= Beginning of Section =

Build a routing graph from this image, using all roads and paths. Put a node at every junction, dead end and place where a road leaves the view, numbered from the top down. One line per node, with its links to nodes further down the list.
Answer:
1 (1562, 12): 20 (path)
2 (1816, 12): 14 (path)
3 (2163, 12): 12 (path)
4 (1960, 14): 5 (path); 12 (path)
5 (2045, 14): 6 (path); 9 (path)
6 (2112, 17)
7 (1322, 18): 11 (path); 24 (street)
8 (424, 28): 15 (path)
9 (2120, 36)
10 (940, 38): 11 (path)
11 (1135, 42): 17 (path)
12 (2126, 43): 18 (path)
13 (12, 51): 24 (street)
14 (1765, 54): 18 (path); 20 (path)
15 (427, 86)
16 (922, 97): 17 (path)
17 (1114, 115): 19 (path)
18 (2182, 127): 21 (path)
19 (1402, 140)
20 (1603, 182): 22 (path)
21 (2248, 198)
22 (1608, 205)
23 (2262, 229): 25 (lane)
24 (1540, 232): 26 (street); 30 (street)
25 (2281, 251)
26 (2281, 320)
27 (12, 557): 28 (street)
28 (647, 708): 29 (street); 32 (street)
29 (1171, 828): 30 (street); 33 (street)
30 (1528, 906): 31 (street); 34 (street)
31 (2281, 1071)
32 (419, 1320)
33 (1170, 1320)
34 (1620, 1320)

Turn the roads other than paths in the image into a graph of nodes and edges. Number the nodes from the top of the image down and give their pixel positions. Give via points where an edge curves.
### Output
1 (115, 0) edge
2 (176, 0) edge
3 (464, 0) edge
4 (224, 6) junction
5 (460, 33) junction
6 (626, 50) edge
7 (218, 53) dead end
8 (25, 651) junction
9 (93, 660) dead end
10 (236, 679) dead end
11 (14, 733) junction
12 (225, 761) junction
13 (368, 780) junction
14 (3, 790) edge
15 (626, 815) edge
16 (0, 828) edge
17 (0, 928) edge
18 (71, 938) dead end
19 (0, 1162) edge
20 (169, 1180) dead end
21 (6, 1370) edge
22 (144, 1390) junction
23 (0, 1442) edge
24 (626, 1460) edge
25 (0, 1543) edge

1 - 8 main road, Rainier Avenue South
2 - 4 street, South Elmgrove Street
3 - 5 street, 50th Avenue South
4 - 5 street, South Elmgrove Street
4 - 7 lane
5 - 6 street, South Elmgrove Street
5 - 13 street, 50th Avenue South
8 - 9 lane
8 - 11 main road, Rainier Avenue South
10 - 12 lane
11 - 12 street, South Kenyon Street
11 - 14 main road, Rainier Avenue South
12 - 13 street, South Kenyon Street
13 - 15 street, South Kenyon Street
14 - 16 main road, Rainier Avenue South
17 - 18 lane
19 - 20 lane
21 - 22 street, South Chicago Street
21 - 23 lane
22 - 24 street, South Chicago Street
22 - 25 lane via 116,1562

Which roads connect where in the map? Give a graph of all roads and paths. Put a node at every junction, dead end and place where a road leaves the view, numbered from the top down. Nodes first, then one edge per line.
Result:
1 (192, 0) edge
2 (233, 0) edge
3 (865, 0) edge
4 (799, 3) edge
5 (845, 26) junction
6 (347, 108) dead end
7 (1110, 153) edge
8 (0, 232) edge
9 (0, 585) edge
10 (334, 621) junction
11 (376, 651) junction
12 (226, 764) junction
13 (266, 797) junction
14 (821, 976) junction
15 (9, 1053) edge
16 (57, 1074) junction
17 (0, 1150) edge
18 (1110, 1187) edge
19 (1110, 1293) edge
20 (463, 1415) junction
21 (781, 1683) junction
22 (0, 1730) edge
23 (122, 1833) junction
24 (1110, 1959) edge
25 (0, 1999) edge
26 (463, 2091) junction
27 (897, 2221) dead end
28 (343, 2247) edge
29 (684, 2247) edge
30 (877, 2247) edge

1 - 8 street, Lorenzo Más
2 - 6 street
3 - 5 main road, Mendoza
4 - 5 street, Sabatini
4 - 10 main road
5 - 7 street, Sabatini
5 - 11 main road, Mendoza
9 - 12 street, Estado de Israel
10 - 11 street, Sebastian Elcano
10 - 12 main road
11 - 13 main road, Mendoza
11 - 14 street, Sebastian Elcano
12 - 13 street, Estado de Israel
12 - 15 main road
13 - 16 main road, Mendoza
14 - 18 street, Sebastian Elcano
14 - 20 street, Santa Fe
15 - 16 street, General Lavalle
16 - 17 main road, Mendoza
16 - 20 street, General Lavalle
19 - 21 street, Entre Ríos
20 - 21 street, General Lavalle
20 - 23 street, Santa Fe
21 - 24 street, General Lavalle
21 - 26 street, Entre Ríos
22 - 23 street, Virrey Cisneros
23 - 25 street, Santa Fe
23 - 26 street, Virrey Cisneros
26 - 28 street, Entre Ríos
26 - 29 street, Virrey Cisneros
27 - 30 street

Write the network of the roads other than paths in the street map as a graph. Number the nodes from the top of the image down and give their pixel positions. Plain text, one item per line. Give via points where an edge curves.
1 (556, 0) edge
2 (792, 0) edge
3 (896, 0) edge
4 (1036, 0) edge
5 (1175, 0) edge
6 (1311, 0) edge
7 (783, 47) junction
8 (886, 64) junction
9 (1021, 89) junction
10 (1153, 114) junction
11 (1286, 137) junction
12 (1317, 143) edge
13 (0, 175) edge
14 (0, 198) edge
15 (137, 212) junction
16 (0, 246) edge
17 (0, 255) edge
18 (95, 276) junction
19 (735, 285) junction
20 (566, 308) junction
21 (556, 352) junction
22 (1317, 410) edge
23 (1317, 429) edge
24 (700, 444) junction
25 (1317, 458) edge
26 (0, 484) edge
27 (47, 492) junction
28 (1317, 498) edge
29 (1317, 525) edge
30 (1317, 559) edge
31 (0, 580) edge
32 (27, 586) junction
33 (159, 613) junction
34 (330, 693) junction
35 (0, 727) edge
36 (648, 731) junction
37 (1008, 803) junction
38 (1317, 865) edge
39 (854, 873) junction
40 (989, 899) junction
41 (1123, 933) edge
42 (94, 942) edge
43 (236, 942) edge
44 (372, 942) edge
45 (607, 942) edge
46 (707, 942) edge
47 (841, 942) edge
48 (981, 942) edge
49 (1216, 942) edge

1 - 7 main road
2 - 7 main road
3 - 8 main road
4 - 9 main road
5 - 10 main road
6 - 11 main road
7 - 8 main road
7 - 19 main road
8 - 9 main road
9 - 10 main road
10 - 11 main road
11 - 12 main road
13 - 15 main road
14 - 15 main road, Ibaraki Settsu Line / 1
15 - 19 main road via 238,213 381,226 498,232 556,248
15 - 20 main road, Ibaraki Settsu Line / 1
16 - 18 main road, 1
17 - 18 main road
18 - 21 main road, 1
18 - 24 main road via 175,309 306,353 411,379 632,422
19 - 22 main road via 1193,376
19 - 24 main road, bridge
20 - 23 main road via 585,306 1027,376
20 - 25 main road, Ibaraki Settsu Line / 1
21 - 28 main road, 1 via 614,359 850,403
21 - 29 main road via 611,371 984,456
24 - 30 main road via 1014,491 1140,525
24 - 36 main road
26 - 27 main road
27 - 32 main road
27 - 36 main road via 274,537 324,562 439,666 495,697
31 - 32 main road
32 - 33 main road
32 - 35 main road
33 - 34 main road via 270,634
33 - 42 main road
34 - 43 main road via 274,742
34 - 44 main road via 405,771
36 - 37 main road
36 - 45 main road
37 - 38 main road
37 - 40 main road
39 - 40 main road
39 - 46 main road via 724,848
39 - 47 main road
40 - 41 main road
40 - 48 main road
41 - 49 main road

= End of Section =

▸ **WHAT IS REQUIRED**
All of the data above needs to be given again exactly.

▸ **SOLUTION TO THIS EXERCISE**
Build a routing graph from this image, using all roads and paths. Put a node at every junction, dead end and place where a road leaves the view, numbered from the top down. One line per node, with its links to nodes further down the list.
Answer:
1 (1562, 12): 20 (path)
2 (1816, 12): 14 (path)
3 (2163, 12): 12 (path)
4 (1960, 14): 5 (path); 12 (path)
5 (2045, 14): 6 (path); 9 (path)
6 (2112, 17)
7 (1322, 18): 11 (path); 24 (street)
8 (424, 28): 15 (path)
9 (2120, 36)
10 (940, 38): 11 (path)
11 (1135, 42): 17 (path)
12 (2126, 43): 18 (path)
13 (12, 51): 24 (street)
14 (1765, 54): 18 (path); 20 (path)
15 (427, 86)
16 (922, 97): 17 (path)
17 (1114, 115): 19 (path)
18 (2182, 127): 21 (path)
19 (1402, 140)
20 (1603, 182): 22 (path)
21 (2248, 198)
22 (1608, 205)
23 (2262, 229): 25 (lane)
24 (1540, 232): 26 (street); 30 (street)
25 (2281, 251)
26 (2281, 320)
27 (12, 557): 28 (street)
28 (647, 708): 29 (street); 32 (street)
29 (1171, 828): 30 (street); 33 (street)
30 (1528, 906): 31 (street); 34 (street)
31 (2281, 1071)
32 (419, 1320)
33 (1170, 1320)
34 (1620, 1320)

Turn the roads other than paths in the image into a graph of nodes and edges. Number the nodes from the top of the image down and give their pixel positions. Give via points where an edge curves.
### Output
1 (115, 0) edge
2 (176, 0) edge
3 (464, 0) edge
4 (224, 6) junction
5 (460, 33) junction
6 (626, 50) edge
7 (218, 53) dead end
8 (25, 651) junction
9 (93, 660) dead end
10 (236, 679) dead end
11 (14, 733) junction
12 (225, 761) junction
13 (368, 780) junction
14 (3, 790) edge
15 (626, 815) edge
16 (0, 828) edge
17 (0, 928) edge
18 (71, 938) dead end
19 (0, 1162) edge
20 (169, 1180) dead end
21 (6, 1370) edge
22 (144, 1390) junction
23 (0, 1442) edge
24 (626, 1460) edge
25 (0, 1543) edge

1 - 8 main road, Rainier Avenue South
2 - 4 street, South Elmgrove Street
3 - 5 street, 50th Avenue South
4 - 5 street, South Elmgrove Street
4 - 7 lane
5 - 6 street, South Elmgrove Street
5 - 13 street, 50th Avenue South
8 - 9 lane
8 - 11 main road, Rainier Avenue South
10 - 12 lane
11 - 12 street, South Kenyon Street
11 - 14 main road, Rainier Avenue South
12 - 13 street, South Kenyon Street
13 - 15 street, South Kenyon Street
14 - 16 main road, Rainier Avenue South
17 - 18 lane
19 - 20 lane
21 - 22 street, South Chicago Street
21 - 23 lane
22 - 24 street, South Chicago Street
22 - 25 lane via 116,1562

Which roads connect where in the map? Give a graph of all roads and paths. Put a node at every junction, dead end and place where a road leaves the view, numbered from the top down. Nodes first, then one edge per line.
Result:
1 (192, 0) edge
2 (233, 0) edge
3 (865, 0) edge
4 (799, 3) edge
5 (845, 26) junction
6 (347, 108) dead end
7 (1110, 153) edge
8 (0, 232) edge
9 (0, 585) edge
10 (334, 621) junction
11 (376, 651) junction
12 (226, 764) junction
13 (266, 797) junction
14 (821, 976) junction
15 (9, 1053) edge
16 (57, 1074) junction
17 (0, 1150) edge
18 (1110, 1187) edge
19 (1110, 1293) edge
20 (463, 1415) junction
21 (781, 1683) junction
22 (0, 1730) edge
23 (122, 1833) junction
24 (1110, 1959) edge
25 (0, 1999) edge
26 (463, 2091) junction
27 (897, 2221) dead end
28 (343, 2247) edge
29 (684, 2247) edge
30 (877, 2247) edge

1 - 8 street, Lorenzo Más
2 - 6 street
3 - 5 main road, Mendoza
4 - 5 street, Sabatini
4 - 10 main road
5 - 7 street, Sabatini
5 - 11 main road, Mendoza
9 - 12 street, Estado de Israel
10 - 11 street, Sebastian Elcano
10 - 12 main road
11 - 13 main road, Mendoza
11 - 14 street, Sebastian Elcano
12 - 13 street, Estado de Israel
12 - 15 main road
13 - 16 main road, Mendoza
14 - 18 street, Sebastian Elcano
14 - 20 street, Santa Fe
15 - 16 street, General Lavalle
16 - 17 main road, Mendoza
16 - 20 street, General Lavalle
19 - 21 street, Entre Ríos
20 - 21 street, General Lavalle
20 - 23 street, Santa Fe
21 - 24 street, General Lavalle
21 - 26 street, Entre Ríos
22 - 23 street, Virrey Cisneros
23 - 25 street, Santa Fe
23 - 26 street, Virrey Cisneros
26 - 28 street, Entre Ríos
26 - 29 street, Virrey Cisneros
27 - 30 street

Write the network of the roads other than paths in the street map as a graph. Number the nodes from the top of the image down and give their pixel positions. Plain text, one item per line. Give via points where an edge curves.
1 (556, 0) edge
2 (792, 0) edge
3 (896, 0) edge
4 (1036, 0) edge
5 (1175, 0) edge
6 (1311, 0) edge
7 (783, 47) junction
8 (886, 64) junction
9 (1021, 89) junction
10 (1153, 114) junction
11 (1286, 137) junction
12 (1317, 143) edge
13 (0, 175) edge
14 (0, 198) edge
15 (137, 212) junction
16 (0, 246) edge
17 (0, 255) edge
18 (95, 276) junction
19 (735, 285) junction
20 (566, 308) junction
21 (556, 352) junction
22 (1317, 410) edge
23 (1317, 429) edge
24 (700, 444) junction
25 (1317, 458) edge
26 (0, 484) edge
27 (47, 492) junction
28 (1317, 498) edge
29 (1317, 525) edge
30 (1317, 559) edge
31 (0, 580) edge
32 (27, 586) junction
33 (159, 613) junction
34 (330, 693) junction
35 (0, 727) edge
36 (648, 731) junction
37 (1008, 803) junction
38 (1317, 865) edge
39 (854, 873) junction
40 (989, 899) junction
41 (1123, 933) edge
42 (94, 942) edge
43 (236, 942) edge
44 (372, 942) edge
45 (607, 942) edge
46 (707, 942) edge
47 (841, 942) edge
48 (981, 942) edge
49 (1216, 942) edge

1 - 7 main road
2 - 7 main road
3 - 8 main road
4 - 9 main road
5 - 10 main road
6 - 11 main road
7 - 8 main road
7 - 19 main road
8 - 9 main road
9 - 10 main road
10 - 11 main road
11 - 12 main road
13 - 15 main road
14 - 15 main road, Ibaraki Settsu Line / 1
15 - 19 main road via 238,213 381,226 498,232 556,248
15 - 20 main road, Ibaraki Settsu Line / 1
16 - 18 main road, 1
17 - 18 main road
18 - 21 main road, 1
18 - 24 main road via 175,309 306,353 411,379 632,422
19 - 22 main road via 1193,376
19 - 24 main road, bridge
20 - 23 main road via 585,306 1027,376
20 - 25 main road, Ibaraki Settsu Line / 1
21 - 28 main road, 1 via 614,359 850,403
21 - 29 main road via 611,371 984,456
24 - 30 main road via 1014,491 1140,525
24 - 36 main road
26 - 27 main road
27 - 32 main road
27 - 36 main road via 274,537 324,562 439,666 495,697
31 - 32 main road
32 - 33 main road
32 - 35 main road
33 - 34 main road via 270,634
33 - 42 main road
34 - 43 main road via 274,742
34 - 44 main road via 405,771
36 - 37 main road
36 - 45 main road
37 - 38 main road
37 - 40 main road
39 - 40 main road
39 - 46 main road via 724,848
39 - 47 main road
40 - 41 main road
40 - 48 main road
41 - 49 main road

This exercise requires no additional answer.